If a line in the records below holds the word "Hohnerkamp", copy it.

Start of DATA

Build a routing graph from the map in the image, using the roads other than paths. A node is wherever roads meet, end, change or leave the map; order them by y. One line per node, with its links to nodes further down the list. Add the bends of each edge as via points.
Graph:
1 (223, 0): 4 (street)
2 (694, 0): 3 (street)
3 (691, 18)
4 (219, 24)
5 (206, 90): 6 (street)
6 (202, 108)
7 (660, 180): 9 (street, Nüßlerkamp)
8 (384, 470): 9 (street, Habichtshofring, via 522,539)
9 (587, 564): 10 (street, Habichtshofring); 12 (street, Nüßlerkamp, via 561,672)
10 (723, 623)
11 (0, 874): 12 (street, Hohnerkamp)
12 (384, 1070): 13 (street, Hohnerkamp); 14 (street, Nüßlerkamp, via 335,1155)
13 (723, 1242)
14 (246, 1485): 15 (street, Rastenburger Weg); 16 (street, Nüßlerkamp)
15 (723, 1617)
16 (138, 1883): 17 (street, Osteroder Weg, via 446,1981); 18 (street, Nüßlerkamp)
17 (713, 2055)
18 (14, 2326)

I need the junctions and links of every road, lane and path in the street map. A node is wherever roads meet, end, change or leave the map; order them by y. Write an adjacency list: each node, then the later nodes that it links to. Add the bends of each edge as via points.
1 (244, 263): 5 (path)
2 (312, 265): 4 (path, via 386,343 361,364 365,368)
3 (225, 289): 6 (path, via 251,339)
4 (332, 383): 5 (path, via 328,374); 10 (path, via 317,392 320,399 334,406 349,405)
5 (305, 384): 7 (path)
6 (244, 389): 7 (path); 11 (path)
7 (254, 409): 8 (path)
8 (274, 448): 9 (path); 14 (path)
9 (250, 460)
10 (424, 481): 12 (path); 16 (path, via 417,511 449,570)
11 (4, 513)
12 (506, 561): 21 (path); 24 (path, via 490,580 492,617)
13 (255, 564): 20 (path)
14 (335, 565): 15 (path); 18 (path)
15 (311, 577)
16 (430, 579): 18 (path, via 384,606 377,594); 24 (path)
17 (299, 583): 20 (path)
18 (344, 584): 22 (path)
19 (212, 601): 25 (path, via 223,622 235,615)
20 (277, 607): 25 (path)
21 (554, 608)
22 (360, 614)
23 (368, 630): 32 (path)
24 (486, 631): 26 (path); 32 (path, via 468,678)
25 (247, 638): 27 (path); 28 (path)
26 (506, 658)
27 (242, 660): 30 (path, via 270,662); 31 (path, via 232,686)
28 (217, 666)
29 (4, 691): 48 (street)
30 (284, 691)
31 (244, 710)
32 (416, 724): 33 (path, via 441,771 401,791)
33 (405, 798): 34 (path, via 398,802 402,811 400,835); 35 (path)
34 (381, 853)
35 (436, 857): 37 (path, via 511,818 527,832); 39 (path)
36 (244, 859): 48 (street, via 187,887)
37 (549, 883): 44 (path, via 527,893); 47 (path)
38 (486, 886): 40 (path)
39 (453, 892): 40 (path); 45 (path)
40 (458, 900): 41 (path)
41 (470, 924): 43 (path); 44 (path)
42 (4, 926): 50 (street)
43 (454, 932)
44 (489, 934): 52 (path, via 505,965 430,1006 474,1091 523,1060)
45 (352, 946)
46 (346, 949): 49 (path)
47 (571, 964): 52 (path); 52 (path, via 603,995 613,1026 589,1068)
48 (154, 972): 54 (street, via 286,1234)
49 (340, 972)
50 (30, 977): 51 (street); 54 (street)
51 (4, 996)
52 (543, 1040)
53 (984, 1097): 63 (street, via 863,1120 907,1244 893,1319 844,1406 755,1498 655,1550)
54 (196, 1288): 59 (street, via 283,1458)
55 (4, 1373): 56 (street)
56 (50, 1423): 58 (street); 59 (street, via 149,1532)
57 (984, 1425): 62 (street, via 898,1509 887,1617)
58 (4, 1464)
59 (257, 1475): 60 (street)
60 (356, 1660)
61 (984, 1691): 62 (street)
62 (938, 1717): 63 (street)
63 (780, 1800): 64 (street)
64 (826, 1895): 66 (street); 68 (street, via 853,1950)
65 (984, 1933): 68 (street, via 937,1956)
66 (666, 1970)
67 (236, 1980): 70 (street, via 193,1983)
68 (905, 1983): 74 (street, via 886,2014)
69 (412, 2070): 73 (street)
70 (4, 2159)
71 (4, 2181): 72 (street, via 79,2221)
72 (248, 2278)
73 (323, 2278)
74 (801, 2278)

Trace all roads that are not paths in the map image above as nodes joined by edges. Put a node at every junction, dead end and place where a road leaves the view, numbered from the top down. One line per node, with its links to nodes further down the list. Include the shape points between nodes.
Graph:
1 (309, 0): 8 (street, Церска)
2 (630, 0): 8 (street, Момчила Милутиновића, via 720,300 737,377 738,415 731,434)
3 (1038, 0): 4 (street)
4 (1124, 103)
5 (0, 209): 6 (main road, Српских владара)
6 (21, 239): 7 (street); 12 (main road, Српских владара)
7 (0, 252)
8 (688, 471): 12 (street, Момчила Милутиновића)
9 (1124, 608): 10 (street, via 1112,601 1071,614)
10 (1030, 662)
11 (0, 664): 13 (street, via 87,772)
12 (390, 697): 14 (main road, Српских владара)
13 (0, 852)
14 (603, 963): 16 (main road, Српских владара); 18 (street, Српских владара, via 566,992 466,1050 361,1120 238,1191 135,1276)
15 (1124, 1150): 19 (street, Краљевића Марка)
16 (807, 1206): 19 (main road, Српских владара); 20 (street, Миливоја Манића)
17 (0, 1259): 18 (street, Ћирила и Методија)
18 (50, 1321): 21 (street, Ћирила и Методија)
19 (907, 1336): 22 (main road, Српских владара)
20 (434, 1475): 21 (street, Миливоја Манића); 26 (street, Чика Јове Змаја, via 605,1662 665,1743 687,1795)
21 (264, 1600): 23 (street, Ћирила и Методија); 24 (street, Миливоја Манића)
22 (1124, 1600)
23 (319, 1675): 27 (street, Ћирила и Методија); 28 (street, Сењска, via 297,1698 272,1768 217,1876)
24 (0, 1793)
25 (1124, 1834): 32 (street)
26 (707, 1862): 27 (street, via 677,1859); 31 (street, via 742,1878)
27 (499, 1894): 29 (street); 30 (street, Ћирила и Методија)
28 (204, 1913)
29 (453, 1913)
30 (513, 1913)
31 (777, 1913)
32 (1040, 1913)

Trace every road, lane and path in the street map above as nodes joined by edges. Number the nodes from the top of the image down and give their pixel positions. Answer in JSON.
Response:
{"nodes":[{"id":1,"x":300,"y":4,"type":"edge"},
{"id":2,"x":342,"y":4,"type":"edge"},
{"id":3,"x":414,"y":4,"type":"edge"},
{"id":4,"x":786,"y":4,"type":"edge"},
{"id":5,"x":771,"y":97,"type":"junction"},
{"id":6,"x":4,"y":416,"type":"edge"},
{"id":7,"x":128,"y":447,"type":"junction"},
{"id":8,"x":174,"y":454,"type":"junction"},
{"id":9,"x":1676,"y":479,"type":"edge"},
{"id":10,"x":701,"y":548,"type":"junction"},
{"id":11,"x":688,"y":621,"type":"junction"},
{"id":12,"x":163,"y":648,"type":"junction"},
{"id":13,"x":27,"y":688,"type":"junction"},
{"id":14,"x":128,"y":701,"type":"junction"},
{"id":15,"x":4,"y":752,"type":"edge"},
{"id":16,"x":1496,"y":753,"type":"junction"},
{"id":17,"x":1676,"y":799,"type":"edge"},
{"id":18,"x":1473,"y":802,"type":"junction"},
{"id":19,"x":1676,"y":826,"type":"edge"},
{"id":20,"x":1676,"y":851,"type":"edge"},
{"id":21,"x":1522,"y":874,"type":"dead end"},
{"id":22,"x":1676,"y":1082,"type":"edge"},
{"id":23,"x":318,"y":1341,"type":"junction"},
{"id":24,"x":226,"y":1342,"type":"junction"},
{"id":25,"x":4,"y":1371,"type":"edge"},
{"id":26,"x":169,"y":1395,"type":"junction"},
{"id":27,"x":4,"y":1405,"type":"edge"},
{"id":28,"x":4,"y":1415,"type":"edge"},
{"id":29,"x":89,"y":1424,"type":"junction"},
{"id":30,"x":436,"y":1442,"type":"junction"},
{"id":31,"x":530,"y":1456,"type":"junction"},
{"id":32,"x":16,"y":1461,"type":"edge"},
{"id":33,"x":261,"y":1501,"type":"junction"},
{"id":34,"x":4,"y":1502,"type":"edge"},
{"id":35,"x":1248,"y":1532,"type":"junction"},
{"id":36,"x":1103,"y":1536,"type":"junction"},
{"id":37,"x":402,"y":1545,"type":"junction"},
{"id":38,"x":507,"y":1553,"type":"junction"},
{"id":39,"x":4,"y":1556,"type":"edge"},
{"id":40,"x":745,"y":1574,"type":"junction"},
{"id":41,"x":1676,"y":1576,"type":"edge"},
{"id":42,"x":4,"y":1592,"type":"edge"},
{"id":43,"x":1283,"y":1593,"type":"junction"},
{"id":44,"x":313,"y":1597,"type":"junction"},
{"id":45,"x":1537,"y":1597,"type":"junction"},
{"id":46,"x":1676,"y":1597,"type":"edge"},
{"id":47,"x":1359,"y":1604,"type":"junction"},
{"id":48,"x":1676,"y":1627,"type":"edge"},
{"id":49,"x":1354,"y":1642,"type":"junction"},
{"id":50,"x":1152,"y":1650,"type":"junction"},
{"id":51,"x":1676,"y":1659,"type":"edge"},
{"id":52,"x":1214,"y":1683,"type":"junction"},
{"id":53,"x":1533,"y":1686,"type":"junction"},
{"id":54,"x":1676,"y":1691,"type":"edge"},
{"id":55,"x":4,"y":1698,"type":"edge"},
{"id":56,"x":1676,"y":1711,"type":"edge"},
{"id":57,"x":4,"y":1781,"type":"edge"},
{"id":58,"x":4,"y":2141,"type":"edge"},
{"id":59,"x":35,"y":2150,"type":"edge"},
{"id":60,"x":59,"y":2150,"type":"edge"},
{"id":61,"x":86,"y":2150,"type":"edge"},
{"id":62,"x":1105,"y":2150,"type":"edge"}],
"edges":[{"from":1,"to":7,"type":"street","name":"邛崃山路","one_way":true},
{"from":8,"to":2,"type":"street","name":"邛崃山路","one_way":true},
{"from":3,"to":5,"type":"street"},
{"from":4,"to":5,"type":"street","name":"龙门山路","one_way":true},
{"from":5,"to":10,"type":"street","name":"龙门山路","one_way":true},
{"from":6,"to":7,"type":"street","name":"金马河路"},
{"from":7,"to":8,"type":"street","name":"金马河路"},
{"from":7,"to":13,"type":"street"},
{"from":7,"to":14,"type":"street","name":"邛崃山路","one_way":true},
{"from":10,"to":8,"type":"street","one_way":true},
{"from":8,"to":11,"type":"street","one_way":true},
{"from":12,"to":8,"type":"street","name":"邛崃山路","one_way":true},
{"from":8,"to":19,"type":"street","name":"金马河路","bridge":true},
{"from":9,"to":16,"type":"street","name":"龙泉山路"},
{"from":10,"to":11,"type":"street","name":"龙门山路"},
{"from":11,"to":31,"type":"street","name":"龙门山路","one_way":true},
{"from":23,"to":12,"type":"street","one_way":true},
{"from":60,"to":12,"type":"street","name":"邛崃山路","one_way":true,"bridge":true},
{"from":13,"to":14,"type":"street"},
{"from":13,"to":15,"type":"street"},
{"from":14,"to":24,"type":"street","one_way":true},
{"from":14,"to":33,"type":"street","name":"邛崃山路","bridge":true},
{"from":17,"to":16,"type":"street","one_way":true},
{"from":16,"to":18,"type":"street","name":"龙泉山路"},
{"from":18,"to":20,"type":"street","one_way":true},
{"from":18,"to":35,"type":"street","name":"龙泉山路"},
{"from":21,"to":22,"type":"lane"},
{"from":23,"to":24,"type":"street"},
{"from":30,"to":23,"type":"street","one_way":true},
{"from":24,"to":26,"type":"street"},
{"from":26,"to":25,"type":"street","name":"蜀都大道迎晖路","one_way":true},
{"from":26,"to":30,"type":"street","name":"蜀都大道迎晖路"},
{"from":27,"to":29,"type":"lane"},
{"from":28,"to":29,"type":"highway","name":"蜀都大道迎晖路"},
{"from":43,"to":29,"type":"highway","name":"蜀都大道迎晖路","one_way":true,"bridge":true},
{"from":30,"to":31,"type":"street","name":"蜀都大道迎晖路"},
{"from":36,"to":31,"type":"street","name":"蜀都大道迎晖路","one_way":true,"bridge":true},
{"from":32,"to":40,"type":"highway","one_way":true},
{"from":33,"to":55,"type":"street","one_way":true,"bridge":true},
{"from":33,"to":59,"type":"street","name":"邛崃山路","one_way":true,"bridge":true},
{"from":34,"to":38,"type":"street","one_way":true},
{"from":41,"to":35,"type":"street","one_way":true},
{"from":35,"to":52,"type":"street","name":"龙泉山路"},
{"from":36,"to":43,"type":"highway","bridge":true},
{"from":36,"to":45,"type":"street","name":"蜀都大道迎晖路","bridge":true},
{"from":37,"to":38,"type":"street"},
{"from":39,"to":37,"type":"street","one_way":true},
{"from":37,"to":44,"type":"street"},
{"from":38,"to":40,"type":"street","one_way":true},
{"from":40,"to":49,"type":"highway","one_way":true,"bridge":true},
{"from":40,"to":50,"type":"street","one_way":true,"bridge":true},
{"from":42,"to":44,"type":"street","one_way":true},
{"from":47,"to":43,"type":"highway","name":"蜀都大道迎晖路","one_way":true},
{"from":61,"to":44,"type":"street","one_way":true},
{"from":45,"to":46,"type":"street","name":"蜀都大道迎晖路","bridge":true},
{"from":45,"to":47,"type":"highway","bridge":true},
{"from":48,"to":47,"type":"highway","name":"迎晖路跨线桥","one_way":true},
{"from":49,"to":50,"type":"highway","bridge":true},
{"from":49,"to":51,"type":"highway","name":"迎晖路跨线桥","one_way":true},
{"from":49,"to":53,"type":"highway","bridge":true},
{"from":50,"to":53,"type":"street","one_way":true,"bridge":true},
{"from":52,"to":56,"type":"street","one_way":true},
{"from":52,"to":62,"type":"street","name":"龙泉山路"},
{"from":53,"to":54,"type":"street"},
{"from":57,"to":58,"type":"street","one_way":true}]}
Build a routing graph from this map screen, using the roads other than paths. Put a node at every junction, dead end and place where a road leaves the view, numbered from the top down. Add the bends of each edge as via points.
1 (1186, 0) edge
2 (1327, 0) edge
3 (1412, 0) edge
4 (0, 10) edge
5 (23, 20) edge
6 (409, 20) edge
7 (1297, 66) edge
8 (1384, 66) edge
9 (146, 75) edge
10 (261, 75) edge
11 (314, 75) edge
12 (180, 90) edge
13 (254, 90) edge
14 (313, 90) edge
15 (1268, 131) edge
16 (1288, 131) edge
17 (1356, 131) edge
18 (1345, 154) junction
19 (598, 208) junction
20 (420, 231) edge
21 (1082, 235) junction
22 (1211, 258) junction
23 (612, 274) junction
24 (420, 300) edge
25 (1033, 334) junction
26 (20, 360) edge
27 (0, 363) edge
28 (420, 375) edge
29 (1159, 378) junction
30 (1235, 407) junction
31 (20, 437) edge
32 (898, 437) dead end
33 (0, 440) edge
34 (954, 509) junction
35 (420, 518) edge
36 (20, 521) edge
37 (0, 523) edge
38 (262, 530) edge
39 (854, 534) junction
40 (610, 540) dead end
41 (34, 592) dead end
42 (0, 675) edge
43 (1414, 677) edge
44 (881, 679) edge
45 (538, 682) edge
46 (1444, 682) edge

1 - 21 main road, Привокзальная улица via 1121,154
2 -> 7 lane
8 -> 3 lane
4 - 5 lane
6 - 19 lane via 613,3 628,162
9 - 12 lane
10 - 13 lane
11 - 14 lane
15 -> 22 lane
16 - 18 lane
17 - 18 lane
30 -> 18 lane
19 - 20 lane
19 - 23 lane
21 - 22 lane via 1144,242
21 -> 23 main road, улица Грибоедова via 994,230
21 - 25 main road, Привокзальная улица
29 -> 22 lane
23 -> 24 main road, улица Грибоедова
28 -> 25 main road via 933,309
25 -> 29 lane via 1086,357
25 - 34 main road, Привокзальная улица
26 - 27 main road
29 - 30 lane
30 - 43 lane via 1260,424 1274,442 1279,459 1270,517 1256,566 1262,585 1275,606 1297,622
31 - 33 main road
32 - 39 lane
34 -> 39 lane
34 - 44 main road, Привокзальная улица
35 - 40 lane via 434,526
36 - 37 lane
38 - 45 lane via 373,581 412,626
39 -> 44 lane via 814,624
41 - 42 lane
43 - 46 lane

End of DATA

*SOLUTION FOR THIS TASK*:
11 (0, 874): 12 (street, Hohnerkamp)
12 (384, 1070): 13 (street, Hohnerkamp); 14 (street, Nüßlerkamp, via 335,1155)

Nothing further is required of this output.